“From the time we arrived in North Africa until today, the spiritual situation has really changed. There are house churches in places where there were no house churches before. There is more interest among people in the gospel. The younger generation, they are interested. They are seeking for information; they want to know more,” explained Oliveira*(Brazil), who has served in the Middle East for over 20 years.

Since the Arab Spring, which began in 2010, Oliveira noticed that people in North Africa have been less fearful of asking questions—and searching for answers to those questions on the internet. Still, despite the increase in people seeking truth and evidence of new small groups of national believers meeting in various places, less than one per cent of the country’s population are Christians.

Gaining access to people

As a Latino, Oliveira said he fits well into the North African culture. “People don’t feel threatened [by me],” he explained. “When people talk to me, they want to talk about football; they want to talk about Carnival; they want to talk about coffee.” He wants to talk about Jesus.

For the last couple of years, he has partnered with media outreach organisations, meeting one-on-one with people in his host country who have specifically requested spiritual follow-up. “The goal [is] that as we build friendships, they will introduce us to other people, and what we are sharing, they will share with others,” he said.
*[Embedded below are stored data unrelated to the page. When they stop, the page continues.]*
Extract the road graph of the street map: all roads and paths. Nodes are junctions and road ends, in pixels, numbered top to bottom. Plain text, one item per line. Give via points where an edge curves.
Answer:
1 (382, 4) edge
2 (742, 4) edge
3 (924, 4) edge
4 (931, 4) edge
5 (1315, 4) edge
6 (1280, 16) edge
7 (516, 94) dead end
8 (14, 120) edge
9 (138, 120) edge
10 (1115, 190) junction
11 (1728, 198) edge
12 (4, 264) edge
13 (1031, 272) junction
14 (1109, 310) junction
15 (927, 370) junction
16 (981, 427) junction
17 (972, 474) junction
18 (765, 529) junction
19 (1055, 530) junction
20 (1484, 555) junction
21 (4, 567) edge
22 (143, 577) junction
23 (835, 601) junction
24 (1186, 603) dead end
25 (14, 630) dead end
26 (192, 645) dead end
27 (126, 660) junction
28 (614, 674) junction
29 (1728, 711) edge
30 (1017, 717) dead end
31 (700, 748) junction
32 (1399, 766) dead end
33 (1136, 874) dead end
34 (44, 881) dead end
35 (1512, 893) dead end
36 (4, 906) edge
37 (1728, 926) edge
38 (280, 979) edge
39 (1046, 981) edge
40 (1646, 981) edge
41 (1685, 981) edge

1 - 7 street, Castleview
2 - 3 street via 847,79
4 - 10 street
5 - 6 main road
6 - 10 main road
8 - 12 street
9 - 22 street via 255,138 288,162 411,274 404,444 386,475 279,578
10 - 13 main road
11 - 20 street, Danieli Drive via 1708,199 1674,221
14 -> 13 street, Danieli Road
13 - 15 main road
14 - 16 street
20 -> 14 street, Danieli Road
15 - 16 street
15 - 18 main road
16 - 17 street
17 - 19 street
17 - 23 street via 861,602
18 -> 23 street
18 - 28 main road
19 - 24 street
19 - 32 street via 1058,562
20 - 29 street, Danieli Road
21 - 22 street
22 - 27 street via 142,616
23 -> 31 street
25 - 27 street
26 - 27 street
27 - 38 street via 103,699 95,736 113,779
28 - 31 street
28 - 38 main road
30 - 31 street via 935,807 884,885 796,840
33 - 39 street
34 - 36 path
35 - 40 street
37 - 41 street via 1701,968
It’s a pattern Oliveira has seen before. In one city, a lady became a believer and led two of her nieces to the Lord. In another city, someone else decided to follow Jesus and shared with several members of his family, who also became Christians. “It can start very small,” Oliveira said. “Once you have one person that becomes a believer, you can disciple this person, you can encourage this person, you can challenge this person to share what he believes with people who are important to him.”

Oliveira and his wife also spend time praying for and travelling to an area of the country known as a ‘black hole’ in terms of spiritual interest. There are no known believers and no requests for Bibles or other information originating there. North Africa “has a very rich Christian heritage,” Oliveira shared. “Some of the fathers of the church came from this place in the early centuries… Our prayer is that God will revive [spiritual interest] and do again what He has done in the past.”

Giving his whole life

Born to believing parents, Oliveira grew up in the church, “going to Sunday school from the time I was a child to the time I was an adult. In Brazil, Sunday school is for everybody,” he said.

At age 16, he recognised his personal need to follow Jesus. Through reading the Bible by himself and studying the wisdom found in Scripture, he accepted Christ. “Reading God’s word is the primary way God speaks to me,” he shared.

After he became a believer, someone invited him to a missions conference. “I didn’t know what it was about because in my church, no one spoke about mission work,” he admitted. Because the pamphlet advertising the conference was so nice, he decided to attend anyway.

At the conference, Oliveira was amazed by the stories the missionaries told. “Wow, in my church, the sermons I heard were: ‘What happened in the Bible stayed in the Bible. It doesn’t happen today.’ But what I heard in the conference was that the book of Acts is still [happening],” he realised. “When I came back from [the conference], I was not the same, and I wanted to be involved somehow.”

Oliveira started to attend prayer meetings with the OM team in Rio de Janeiro. In 1980, he received an invitation to join the ship, Logos, as part of a training group for young Latinos. After receiving an unpaid leave of absence from his job, Oliveira travelled to his initial training in Argentina. Six days in, he learnt that the ship had sunk.

The group decided to continue the programme on land, and Oliveira spent the next year travelling through Argentina and Brazil—sharing the gospel on radio and television, doing door-to-door evangelism and participating in discipleship training at churches and seminaries. After one church presentation, Oliveira felt the Holy Spirit convict him: “You challenge people to give their lives to serving in missions, but you have not done it yourself.”

To serve in missions full-time, Oliveira first had to convince his parents, especially his mother. “She didn’t like the idea at all,” he remembered. “She thought I should continue to work; I was too young and should be married and many things.” He also had to quit his job. The director encouraged him to stay, even offering an additional year or two of unpaid leave. But Oliveira was certain of his decision: “I signed the job release papers and I left, then I joined OM.”

Ministering to Muslims

At a missions conference in Europe, Oliveira had his first experience with Muslims in Spain when he met a young man from Morocco. “Sitting at the port, I shared the gospel with him, and, actually, he accepted the Lord,” he remembered. That sparked a desire in Oliveira to continue sharing God’s love with people who had never heard.

Back in Brazil, he served in a training centre where workers living in different countries regularly came to share with the students. “Even though I was working in the administration of the training, many times I was in the classes as well,” Oliveira recalled. As he listened to more people tell their stories, he recognised his growing interest in people who didn’t have access to the gospel, especially Muslims.

He prayed for several months and then decided to go to North Africa, a move which required him to first learn English, then Arabic. Although his host country has changed since then, his purpose has not: praying, ministering to people in their heart language, seeing new believers form house churches and investing in discipleship continue to be God’s call for Oliveira.